Enviada em 30/09/2020

O documentário “Super size me” um homem realiza um estudo sobre as alterações de seu corpo ao passar 30 dias se alimentado apenas de fast-foods, ao fim do estudo exames médicos mostraram resultados desastrosos em sua saúde. Infelizmente, a narrativa não se destoa do cenário brasileiro, no qual a vida imediatista e atarefada levam muitas pessoas ao sedentarismo e má alimentação . Ocasionando  assim, obesidade e diversas doenças acarretadas com ela.
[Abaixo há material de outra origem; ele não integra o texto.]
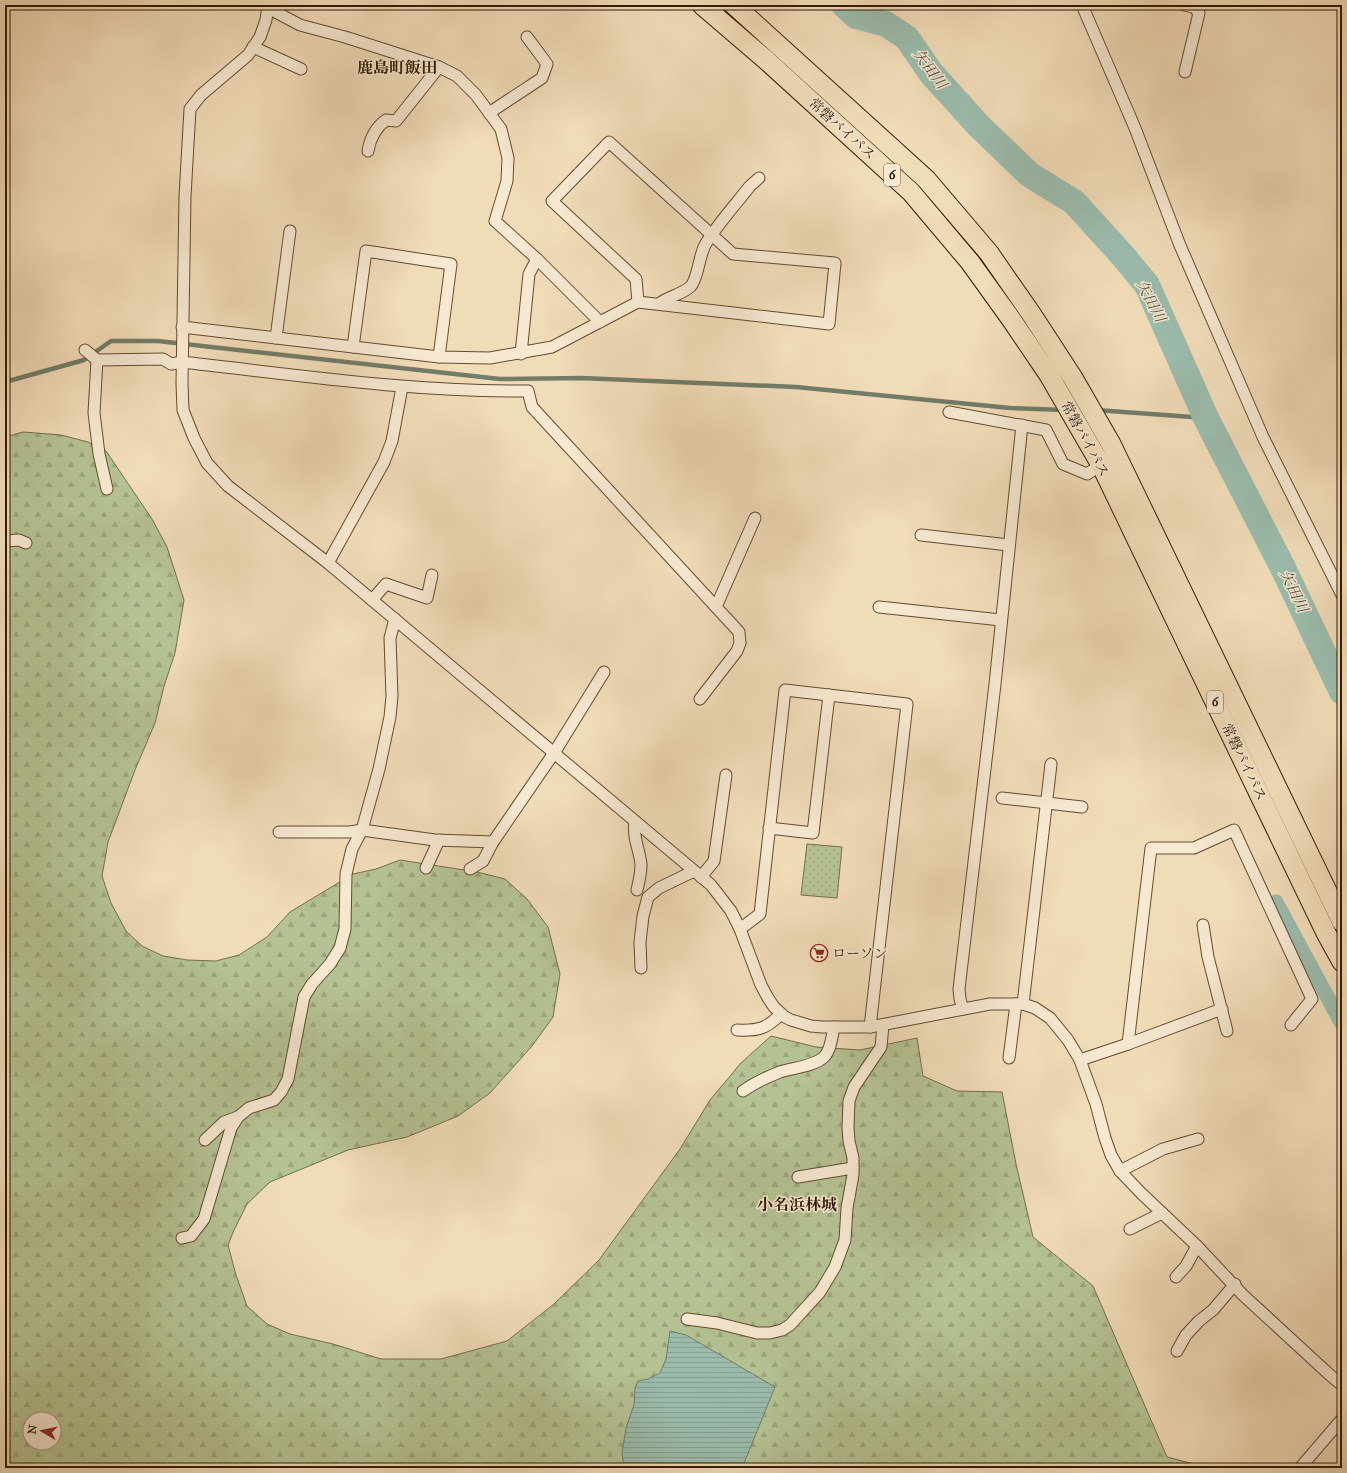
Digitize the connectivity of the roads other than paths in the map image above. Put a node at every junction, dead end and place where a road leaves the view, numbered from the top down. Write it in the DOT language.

Nesse sentido, segundo o conceito de Modernidade Líquida do sociólogo Zygmunt Bauman, após a globalização o homem passou a ter relações mais  superficiais em sua vida, inclusive quanto ao seu corpo. Assim, devido a correria diária as pessoas estão mais propensas ao estresse e distúrbios hormonais, muitas vezes buscam uma alimentação mais rápida, sem se preocupar com as qualidades nutritivas, além de não buscarem uma prática constante de atividades física. Destarte, isso ocasiona diversos prejuízos a sua saúde.

Dessa forma, segundo o DATASUS (Departamento de informática do Sistema Único de Saúde do Brasil), 68% dos gastos com a saúde pública no país são com tratamentos de doenças crônicas como hipertensão e diabetes. Essas doenças são acometidas principalmente em pessoas obesas, gerando todo um transtorno e má qualidade de vida para elas.

Portanto, medidas são necessárias para resolver esse impasse. Sendo assim, o Ministério da Saúde junto ao Ministério da Educação devem elaborar um projeto de lei para implementação obrigatória  da prática de atividade física em todas as escolas e universidades do país. Por meio de aulas de educação física ou inclusão em algum esporte, que devem ocorrer ao menos três vezes por semana, visto que o exercício ajudará a reduzir problemas que  promovem o sobrepeso e criará um bom hábito desde a infância no indivíduo. Espera-se com essa medida que os efeitos da obesidade na saúde pública no Brasil sejam reduzidos.